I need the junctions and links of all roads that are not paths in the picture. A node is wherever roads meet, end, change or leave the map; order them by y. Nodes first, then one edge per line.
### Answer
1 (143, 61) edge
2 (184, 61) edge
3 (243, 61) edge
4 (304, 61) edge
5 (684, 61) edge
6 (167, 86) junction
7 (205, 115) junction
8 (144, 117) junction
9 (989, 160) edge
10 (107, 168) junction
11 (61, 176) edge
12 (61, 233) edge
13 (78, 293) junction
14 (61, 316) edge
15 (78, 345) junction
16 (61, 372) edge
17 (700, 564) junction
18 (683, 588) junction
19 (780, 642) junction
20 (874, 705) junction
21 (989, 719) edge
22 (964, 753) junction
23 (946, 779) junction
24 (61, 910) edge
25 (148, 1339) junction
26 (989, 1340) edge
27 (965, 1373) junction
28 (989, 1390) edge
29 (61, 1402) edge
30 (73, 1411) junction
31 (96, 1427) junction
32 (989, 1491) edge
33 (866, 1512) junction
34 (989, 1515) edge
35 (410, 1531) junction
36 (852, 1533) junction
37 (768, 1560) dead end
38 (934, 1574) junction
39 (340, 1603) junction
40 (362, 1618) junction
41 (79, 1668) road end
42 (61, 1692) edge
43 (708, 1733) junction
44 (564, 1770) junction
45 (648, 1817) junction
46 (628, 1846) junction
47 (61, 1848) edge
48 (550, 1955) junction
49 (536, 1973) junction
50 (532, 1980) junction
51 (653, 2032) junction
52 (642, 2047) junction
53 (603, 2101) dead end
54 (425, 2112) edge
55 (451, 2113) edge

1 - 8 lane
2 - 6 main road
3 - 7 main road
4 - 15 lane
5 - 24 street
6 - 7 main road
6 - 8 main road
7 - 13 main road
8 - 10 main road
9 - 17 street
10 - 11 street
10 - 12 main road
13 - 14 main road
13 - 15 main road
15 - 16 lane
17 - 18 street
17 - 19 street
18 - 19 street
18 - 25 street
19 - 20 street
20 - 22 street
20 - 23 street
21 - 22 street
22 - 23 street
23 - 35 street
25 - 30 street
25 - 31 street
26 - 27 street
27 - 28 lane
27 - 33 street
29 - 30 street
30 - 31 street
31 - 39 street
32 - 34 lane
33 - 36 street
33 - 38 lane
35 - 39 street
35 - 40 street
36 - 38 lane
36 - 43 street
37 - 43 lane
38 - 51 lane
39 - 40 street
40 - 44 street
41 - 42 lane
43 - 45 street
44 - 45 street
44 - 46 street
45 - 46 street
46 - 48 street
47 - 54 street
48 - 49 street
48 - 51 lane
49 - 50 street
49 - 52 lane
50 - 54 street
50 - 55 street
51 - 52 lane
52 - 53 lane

______

**Task to carry out:**
Which lines of the records above contain the word "dead"? Report each one.

**Task result:**
37 (768, 1560) dead end
53 (603, 2101) dead end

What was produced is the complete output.